Antje Stehn, artista visiva e poetessa, agitatrice culturale che ha già commosso il mondo con l’opera Capelli al Vento (2022), un’opera collettiva dedicata al coraggio delle donne iraniane e alla loro drammatica lotta di libertà espressiva iniziata con la barbara uccisione di Mahsa Amini, ragazza curda di 22 anni picchiata a morte dalla polizia morale perché non indossava il velo correttamente, da cui fuoriusciva una ciocca di capelli ribelli. L’artista nata a Friburgo (Germania) vive e lavora a Naggio, Lago di Como e a Milano incentra la sua ricerca sul linguaggio poetico e performativo, fluido come il pensiero approfondisce tematiche ambientali e sociali. L’artista produce video, performance, organizza mostre e fa parte del collettivo Poetry is my passion, nel 2020 ha fondato Rucksack, A Global Poetry Patchwork , uno zaino, fatto di bustine di te essiccate affiancate da una esposizione di brevi poesie scritte da più di 250 poeti da tutto il mondo , durante la pandemia Covid.
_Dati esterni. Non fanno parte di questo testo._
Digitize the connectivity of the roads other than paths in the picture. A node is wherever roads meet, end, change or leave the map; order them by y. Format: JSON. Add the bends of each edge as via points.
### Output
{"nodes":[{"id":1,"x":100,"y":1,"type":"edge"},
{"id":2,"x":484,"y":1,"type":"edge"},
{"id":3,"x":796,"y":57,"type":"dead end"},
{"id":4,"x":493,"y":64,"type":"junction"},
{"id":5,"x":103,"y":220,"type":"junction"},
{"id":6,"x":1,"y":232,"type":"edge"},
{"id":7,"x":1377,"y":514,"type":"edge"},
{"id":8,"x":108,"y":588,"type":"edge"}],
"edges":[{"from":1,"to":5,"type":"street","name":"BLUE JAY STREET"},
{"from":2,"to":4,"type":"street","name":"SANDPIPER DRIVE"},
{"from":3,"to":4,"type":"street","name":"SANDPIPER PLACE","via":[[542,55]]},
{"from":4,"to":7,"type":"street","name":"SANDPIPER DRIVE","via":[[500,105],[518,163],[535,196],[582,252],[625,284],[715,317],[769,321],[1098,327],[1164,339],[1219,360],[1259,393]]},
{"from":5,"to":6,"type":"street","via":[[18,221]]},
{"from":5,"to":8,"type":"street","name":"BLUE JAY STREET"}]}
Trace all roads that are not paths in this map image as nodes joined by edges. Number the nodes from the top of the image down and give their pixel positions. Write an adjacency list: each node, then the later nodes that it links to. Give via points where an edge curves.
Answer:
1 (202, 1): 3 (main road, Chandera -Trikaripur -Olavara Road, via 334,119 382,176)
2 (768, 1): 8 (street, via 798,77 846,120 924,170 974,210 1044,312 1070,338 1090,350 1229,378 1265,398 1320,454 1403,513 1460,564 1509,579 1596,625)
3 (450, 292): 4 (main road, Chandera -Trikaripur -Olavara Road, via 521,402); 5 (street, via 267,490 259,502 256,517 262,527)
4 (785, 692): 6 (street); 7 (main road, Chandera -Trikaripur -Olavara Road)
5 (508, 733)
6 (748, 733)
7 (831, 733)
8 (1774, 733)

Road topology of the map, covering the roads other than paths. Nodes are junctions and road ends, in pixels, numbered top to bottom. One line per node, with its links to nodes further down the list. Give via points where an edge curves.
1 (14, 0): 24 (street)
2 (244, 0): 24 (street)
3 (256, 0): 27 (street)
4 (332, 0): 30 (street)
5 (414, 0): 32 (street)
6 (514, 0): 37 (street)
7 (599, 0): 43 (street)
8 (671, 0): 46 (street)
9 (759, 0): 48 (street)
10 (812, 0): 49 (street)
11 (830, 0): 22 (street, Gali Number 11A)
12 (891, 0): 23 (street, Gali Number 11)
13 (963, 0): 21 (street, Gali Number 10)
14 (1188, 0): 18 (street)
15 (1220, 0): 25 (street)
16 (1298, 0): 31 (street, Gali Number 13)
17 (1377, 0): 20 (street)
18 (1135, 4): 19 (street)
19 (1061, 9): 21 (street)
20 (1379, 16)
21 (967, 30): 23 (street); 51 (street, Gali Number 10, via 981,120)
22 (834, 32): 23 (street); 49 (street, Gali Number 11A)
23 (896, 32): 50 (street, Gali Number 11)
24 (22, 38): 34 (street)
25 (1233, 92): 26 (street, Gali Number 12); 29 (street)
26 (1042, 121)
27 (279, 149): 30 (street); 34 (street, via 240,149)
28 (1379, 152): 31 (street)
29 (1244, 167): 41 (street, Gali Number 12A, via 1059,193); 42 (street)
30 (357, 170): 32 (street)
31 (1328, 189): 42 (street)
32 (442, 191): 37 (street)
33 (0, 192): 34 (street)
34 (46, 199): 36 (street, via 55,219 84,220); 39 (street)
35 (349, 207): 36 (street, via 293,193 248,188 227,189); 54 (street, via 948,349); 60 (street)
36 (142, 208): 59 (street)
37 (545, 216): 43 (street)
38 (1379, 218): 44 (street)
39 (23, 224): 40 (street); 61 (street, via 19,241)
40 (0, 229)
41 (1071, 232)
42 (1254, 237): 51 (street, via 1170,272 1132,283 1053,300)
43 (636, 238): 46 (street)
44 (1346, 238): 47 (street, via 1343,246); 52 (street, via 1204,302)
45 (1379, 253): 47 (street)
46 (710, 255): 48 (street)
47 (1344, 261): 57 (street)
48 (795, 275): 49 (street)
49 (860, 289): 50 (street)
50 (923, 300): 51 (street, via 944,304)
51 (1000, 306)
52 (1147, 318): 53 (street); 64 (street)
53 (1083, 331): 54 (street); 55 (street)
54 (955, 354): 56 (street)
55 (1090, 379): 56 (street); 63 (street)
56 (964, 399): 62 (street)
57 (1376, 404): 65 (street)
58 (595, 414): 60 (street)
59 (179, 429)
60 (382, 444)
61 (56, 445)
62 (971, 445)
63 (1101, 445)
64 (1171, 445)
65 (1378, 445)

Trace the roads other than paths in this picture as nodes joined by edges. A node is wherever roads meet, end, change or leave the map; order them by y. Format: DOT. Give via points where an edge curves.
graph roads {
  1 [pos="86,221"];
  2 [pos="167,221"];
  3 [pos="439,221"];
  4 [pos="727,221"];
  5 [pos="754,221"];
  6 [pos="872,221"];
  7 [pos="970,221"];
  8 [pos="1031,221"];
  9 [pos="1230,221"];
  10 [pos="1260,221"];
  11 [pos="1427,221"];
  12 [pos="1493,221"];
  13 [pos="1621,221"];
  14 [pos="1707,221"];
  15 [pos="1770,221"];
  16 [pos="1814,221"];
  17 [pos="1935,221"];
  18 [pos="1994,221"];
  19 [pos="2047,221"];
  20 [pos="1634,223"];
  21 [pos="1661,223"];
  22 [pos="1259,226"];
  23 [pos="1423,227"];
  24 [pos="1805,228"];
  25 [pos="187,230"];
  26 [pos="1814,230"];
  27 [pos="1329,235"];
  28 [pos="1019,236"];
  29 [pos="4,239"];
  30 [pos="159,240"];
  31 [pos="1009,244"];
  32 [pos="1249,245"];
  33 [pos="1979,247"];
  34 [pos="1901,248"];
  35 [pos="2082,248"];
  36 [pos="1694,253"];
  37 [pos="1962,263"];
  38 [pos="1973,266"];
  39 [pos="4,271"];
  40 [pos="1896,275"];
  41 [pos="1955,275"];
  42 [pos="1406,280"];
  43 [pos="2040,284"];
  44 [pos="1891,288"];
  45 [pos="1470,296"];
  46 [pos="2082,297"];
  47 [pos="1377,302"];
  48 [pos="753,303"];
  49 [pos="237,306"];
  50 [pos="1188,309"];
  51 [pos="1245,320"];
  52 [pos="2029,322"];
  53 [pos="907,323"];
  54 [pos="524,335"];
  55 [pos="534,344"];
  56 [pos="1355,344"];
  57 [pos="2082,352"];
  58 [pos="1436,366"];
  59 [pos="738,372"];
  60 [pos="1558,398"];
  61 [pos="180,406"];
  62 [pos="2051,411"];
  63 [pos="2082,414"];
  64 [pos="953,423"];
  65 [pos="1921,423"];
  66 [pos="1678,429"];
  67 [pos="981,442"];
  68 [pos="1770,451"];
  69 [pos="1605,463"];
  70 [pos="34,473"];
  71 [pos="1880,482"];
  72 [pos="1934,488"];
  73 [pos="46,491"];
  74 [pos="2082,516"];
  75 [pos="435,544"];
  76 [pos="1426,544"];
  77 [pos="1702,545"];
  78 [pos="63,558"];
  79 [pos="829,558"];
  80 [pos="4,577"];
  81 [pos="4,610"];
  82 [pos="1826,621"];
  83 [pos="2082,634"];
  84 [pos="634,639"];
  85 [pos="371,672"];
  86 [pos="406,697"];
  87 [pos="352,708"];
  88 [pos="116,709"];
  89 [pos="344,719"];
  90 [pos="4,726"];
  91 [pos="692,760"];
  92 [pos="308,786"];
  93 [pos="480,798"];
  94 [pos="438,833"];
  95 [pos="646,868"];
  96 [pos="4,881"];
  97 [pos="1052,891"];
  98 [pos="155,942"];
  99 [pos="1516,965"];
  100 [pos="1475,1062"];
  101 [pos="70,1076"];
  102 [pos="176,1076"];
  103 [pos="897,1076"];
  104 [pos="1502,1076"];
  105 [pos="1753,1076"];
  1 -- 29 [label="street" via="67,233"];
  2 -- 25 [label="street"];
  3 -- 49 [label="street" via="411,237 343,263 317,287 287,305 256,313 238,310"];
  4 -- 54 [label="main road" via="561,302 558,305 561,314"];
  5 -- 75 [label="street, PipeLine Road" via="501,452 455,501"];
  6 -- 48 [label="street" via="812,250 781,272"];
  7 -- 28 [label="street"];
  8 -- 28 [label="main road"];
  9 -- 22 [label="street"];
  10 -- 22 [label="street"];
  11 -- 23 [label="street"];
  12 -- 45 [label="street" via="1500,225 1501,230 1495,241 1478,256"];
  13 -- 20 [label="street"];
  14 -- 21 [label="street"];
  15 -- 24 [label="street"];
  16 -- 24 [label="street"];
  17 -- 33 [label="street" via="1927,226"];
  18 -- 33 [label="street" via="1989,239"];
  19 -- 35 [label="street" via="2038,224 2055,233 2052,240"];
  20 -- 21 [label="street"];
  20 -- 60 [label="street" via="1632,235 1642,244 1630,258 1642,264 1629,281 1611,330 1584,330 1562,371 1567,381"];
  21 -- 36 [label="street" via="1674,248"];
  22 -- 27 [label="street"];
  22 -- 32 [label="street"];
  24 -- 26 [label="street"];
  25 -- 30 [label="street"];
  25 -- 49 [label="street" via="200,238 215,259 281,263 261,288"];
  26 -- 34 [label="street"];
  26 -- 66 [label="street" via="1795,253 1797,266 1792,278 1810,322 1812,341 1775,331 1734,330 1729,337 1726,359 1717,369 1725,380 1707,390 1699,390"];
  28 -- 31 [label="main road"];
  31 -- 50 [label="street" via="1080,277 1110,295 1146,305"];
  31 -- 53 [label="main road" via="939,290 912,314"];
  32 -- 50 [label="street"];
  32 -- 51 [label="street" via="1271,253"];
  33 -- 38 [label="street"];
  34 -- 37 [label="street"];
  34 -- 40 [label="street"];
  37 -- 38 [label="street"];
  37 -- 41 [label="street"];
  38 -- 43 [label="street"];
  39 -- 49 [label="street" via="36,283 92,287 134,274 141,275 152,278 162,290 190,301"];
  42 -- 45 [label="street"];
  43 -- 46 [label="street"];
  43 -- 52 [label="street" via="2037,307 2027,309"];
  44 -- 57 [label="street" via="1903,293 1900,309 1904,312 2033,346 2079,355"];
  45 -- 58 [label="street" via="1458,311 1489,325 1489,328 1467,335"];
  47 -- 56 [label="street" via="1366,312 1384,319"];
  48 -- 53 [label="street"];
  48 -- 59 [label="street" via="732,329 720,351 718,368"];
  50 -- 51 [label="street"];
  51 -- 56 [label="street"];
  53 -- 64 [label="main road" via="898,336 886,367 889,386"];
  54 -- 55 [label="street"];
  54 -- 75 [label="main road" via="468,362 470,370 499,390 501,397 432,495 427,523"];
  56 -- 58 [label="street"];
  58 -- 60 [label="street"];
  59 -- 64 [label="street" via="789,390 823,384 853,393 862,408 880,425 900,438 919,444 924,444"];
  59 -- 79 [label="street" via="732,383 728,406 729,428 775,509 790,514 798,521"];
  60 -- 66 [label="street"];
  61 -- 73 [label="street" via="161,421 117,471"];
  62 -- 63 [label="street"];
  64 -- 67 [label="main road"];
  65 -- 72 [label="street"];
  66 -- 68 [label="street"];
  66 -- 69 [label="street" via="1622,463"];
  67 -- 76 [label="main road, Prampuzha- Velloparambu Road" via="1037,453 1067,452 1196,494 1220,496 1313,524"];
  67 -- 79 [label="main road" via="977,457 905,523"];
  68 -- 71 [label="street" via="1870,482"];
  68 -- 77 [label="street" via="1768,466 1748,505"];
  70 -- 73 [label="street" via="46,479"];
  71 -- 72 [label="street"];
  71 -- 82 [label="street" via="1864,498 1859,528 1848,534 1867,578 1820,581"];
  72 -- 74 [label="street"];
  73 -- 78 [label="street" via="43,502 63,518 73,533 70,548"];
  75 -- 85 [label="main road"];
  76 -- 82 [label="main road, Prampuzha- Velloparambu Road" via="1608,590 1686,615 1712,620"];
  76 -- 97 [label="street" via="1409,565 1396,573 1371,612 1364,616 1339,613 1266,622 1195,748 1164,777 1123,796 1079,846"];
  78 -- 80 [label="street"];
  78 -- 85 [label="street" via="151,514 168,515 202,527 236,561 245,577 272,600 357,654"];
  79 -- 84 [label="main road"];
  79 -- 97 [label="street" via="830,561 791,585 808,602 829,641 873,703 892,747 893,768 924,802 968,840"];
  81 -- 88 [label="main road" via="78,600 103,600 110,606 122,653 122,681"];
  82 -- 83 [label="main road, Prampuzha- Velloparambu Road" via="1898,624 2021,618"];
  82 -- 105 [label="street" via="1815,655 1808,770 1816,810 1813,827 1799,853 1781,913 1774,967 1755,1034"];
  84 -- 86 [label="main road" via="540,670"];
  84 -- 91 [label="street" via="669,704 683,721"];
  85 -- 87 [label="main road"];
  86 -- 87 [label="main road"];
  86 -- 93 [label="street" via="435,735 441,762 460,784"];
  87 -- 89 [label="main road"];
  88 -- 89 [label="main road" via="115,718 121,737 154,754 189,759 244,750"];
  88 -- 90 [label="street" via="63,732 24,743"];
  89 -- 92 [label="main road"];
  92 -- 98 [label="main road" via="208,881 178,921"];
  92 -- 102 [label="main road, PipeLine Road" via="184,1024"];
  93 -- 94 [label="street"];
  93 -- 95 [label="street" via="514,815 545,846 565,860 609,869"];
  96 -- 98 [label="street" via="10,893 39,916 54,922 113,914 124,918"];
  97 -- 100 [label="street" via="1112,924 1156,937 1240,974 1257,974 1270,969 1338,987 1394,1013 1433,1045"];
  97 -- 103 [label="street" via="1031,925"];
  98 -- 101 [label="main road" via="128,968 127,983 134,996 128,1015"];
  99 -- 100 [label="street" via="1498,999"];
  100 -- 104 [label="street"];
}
E’ curatrice di “ Milano una città mille lingue” per la rivista di poesia TamTam BumBum e di altre iniziative volte al superamento di differenze di sesso, religione, lingua e cultura, sempre contro la violazione dei diritti umani. Per questa mostra, Stehn con la sua Zattera, composta di noccioli intrecciati con una copertura di cotone reso resistente all’acqua, ancora una volta ci incanta con la sua narrazione contro la colonizzazione e l’imperialismo occidentale. E’ un messaggio per noi spettatori naufraghi, alla deriva dell’umanità che ha un duplice significato, da un lato si pone come l’ultimo appiglio per una generazione futura che trova nella speranza di rigenerazione collettiva salvezza e libertà, dall’altro può essere luogo di dannazione, come per i migranti nel mare Mediterraneo . Nella celebre Zattera della Medusa (1818) di Theodore Gericault, dipinto ispirato a un fatto di cronaca che racconta meglio di mille parole la tragedia senza pari di naufraghi che dopo molti giorni in mare praticarono il cannibalismo. La Zattera di Sthen è un infraspazio, dove non c’è differenza fra usare e essere usati, guardare e essere guardati, vivere e sopravvivere nell’inconsapevolezza di una tragedia imminente, la fine del pianeta Terra che solo l’umanità può salvare nel segno di una riappropriazione poetica e creativa del mondo, all’insegna dell’inaudito e dell’improbabile come può accadere in questo Eden trasfigurato.